▶ PROBLEM TO WORK ON
Report back each line of the data that contains the word "Móia".

▶ EXTRACTED MATERIAL
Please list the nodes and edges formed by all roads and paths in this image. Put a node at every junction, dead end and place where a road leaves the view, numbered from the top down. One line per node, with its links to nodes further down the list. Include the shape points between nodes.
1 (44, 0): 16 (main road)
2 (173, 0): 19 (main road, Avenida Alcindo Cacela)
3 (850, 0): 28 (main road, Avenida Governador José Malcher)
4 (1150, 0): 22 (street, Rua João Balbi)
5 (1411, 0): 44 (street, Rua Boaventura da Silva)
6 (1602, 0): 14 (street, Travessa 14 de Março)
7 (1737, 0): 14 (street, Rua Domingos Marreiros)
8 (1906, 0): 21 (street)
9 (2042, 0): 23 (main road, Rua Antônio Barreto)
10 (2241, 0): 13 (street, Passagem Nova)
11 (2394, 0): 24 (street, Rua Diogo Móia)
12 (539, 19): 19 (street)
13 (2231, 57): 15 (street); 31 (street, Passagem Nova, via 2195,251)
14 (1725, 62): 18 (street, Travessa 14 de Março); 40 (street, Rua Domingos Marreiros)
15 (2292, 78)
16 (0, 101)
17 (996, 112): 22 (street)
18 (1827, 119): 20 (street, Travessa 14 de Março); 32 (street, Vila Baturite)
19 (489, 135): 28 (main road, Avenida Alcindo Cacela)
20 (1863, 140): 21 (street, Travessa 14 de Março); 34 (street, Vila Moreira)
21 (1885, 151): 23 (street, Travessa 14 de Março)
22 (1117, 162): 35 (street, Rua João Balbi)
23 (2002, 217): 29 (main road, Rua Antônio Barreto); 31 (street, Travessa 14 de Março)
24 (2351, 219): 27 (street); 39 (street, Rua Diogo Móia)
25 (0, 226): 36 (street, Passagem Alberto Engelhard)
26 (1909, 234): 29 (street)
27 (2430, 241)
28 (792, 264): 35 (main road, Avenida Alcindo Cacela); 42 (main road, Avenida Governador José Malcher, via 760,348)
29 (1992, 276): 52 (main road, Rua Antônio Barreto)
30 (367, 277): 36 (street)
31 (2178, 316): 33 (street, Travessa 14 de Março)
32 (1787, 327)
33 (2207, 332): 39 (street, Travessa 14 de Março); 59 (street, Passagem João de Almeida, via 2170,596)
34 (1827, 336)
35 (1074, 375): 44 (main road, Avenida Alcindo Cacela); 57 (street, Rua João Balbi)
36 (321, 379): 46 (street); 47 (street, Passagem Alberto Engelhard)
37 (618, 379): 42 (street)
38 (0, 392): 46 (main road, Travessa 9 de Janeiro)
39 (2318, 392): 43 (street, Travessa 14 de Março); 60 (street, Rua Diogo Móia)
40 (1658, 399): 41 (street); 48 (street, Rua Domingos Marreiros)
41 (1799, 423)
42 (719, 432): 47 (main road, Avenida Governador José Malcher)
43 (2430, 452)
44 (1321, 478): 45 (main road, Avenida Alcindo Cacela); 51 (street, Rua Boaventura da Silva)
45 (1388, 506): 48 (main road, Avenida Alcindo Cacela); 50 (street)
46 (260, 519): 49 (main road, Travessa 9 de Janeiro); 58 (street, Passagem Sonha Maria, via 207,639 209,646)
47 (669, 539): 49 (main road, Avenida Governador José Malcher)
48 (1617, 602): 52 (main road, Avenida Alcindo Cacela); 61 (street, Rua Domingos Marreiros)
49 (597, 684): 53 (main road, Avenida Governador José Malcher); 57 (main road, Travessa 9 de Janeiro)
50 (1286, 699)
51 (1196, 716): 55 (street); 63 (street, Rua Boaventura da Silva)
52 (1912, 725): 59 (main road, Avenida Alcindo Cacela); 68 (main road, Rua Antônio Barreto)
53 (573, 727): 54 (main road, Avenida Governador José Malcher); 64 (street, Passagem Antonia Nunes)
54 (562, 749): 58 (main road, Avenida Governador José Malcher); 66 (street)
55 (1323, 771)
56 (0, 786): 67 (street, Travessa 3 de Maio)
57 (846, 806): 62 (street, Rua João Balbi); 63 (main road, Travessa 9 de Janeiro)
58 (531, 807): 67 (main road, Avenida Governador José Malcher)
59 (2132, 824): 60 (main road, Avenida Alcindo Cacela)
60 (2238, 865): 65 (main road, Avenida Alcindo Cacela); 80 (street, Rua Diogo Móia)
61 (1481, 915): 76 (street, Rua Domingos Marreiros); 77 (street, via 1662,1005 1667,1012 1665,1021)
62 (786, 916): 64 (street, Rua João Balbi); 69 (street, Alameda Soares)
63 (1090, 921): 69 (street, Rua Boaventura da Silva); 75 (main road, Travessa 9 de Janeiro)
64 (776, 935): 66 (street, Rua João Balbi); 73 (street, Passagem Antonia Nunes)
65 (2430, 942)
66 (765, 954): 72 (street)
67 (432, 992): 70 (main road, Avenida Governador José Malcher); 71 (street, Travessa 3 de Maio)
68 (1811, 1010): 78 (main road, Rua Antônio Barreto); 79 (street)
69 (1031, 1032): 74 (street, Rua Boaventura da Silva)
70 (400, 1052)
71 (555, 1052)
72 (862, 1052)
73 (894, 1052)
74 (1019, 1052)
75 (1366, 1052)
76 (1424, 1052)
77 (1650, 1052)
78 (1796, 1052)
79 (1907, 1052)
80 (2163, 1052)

▶ OUTPUT BELOW
11 (2394, 0): 24 (street, Rua Diogo Móia)
24 (2351, 219): 27 (street); 39 (street, Rua Diogo Móia)
39 (2318, 392): 43 (street, Travessa 14 de Março); 60 (street, Rua Diogo Móia)
60 (2238, 865): 65 (main road, Avenida Alcindo Cacela); 80 (street, Rua Diogo Móia)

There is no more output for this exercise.